A noite deste domingo tem muito que ver com perceção. Costa e o PS ganharam, por larga margem, as eleições. Têm mais votos, mais mandatos, mais presidências de câmara e de freguesias. Mas a perceção que passa para o país é de um PS caído, depois de perder Lisboa, Coimbra e Funchal. Basta, para isto, ver a fácies de Costa quando veio reclamar a vitória. Ombros caídos, semblante carregado, olhar de derrotado, quando era, na verdade, o vencedor. A necessidade de repetir ad nauseum que o PS foi "o grande vencedor das eleições" demonstra bem a necessidade de lembrar a todos o óbvio. Como se fosse preciso fazer o país acreditar num facto que, de tão matemático, não merece discussão.

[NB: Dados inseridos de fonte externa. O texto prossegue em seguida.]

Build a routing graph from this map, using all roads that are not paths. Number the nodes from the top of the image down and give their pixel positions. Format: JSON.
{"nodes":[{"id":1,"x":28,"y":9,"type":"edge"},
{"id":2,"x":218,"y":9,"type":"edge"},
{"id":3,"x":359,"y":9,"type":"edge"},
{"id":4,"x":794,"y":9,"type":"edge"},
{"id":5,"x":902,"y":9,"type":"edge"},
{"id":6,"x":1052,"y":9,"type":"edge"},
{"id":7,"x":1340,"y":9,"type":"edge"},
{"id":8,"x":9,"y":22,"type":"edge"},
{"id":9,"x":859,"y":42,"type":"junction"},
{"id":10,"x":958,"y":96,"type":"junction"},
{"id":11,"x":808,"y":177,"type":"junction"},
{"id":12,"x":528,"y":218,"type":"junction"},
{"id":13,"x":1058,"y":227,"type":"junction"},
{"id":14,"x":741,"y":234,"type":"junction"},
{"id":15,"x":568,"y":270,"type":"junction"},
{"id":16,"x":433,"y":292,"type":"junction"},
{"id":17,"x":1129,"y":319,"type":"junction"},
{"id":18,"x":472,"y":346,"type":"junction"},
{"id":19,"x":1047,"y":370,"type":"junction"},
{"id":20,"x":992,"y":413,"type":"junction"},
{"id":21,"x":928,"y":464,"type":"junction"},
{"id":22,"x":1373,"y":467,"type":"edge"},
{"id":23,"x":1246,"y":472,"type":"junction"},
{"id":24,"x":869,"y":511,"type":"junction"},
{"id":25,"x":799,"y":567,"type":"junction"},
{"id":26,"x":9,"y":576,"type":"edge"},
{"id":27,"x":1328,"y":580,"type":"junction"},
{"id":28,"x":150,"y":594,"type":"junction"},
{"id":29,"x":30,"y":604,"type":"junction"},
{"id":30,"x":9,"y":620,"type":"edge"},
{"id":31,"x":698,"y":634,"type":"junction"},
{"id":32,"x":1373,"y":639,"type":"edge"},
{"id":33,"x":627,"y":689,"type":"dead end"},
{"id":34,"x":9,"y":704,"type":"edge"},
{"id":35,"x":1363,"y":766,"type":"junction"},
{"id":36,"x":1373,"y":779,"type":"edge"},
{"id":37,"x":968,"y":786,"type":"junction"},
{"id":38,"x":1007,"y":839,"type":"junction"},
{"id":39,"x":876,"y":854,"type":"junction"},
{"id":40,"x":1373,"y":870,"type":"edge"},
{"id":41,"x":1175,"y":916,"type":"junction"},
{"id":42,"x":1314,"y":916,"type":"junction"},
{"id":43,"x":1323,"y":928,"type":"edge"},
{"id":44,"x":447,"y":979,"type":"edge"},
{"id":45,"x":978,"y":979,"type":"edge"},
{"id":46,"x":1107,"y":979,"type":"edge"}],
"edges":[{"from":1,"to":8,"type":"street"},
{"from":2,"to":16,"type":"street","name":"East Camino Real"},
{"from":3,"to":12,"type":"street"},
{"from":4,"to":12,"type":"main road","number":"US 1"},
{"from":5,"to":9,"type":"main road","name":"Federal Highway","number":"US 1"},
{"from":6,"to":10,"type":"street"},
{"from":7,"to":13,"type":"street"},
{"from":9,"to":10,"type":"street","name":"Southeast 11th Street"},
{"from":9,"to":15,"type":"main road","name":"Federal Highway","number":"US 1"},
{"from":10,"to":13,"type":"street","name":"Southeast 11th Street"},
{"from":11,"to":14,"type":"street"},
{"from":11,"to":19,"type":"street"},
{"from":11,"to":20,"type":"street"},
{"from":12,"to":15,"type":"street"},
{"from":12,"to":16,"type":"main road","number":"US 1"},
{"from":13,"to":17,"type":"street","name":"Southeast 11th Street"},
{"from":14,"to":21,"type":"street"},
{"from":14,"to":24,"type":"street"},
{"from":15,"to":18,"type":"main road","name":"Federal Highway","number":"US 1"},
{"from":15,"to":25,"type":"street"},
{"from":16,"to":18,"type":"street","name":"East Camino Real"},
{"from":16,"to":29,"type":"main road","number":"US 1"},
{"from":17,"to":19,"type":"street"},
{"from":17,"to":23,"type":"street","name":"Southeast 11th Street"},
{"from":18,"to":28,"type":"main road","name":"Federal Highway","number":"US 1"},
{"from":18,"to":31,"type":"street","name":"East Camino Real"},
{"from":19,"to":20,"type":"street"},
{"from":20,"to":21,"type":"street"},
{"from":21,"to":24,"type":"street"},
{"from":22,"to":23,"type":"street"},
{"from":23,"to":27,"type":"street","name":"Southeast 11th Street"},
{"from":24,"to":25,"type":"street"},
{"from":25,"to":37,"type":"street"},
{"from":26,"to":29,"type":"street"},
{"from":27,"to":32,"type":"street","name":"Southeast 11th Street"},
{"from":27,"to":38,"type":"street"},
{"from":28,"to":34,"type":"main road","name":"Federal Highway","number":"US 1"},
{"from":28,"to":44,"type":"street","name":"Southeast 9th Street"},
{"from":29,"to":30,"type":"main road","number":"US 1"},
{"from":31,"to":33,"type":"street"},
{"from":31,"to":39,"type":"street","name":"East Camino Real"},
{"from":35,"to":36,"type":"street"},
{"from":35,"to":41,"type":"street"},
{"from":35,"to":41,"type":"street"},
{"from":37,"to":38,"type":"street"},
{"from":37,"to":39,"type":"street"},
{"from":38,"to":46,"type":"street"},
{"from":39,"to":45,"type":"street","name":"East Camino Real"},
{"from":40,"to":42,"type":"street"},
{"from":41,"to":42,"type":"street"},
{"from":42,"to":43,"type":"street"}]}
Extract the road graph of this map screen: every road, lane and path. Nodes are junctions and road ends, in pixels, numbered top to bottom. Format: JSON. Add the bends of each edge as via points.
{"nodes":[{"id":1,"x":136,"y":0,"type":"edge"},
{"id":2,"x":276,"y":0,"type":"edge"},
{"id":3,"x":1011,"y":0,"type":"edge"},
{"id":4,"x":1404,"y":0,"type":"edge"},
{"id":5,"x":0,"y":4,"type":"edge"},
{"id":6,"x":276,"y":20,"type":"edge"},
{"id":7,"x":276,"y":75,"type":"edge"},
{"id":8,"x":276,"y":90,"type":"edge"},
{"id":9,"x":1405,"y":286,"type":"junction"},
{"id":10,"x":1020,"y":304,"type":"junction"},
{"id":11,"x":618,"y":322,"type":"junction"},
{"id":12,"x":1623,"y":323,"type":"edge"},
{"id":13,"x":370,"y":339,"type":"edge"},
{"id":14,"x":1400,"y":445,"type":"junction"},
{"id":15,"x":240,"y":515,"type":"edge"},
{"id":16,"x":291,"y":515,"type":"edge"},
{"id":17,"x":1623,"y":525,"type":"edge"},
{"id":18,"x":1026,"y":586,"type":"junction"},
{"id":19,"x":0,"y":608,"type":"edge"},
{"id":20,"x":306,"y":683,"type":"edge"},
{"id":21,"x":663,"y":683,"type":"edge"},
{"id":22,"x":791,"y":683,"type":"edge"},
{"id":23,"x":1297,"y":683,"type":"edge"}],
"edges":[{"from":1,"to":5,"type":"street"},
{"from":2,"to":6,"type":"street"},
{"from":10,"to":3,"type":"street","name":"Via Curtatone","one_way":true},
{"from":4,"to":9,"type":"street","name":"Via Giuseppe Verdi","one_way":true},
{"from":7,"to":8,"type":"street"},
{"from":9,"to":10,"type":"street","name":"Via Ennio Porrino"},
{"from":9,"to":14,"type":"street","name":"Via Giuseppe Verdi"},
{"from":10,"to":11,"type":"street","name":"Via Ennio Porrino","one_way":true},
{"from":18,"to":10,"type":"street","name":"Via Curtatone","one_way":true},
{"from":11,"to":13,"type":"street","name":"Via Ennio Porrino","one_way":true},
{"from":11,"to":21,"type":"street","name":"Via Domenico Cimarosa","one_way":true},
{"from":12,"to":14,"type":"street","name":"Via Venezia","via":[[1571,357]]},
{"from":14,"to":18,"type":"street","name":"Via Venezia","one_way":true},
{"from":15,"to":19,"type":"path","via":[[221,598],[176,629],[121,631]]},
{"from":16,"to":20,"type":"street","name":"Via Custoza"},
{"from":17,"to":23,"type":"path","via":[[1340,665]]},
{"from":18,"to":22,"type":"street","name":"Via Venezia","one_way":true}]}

(Já agora, o mesmo para Catarina Martins, sempre tão afoita a responder a perguntas, mas que fez uma declaração acelerada e despachou com impaciência as perguntas, com vontade de deixar rapidamente o palco e dar a noite por encerrada. E o mesmo para Jerónimo, que sem meias-palavras assumiu que o resultado autárquico ficou "aquém" das expectativas.)

Entretanto, do outro lado, Rui Rio, que perdeu as eleições, era o rosto da confiança e da serenidade. Estranha realidade esta, quando quem ganha está envergonhado e quem perde está confiante. Mais uma vez, o que passa das imagens cruas da noite é a perceção de que o governo, que se empenhou fortemente nesta campanha autárquica, leva um aviso à navegação. E, à direita, a oposição dada como moribunda está, afinal, viva e, agora, com um suplemento de energia para os dois anos que faltam até às legislativas.

No país, ontem, o espanto com o resultado de Lisboa, as quase lágrimas de Medina e o sorriso aberto de Moedas são o espelho de uma eleição onde, para além dos números, conta a perceção.

Ganham-se eleições com perceções? Não. Mas quem quer estar ao lado de quem ganha e parece que perdeu, ou de quem chora?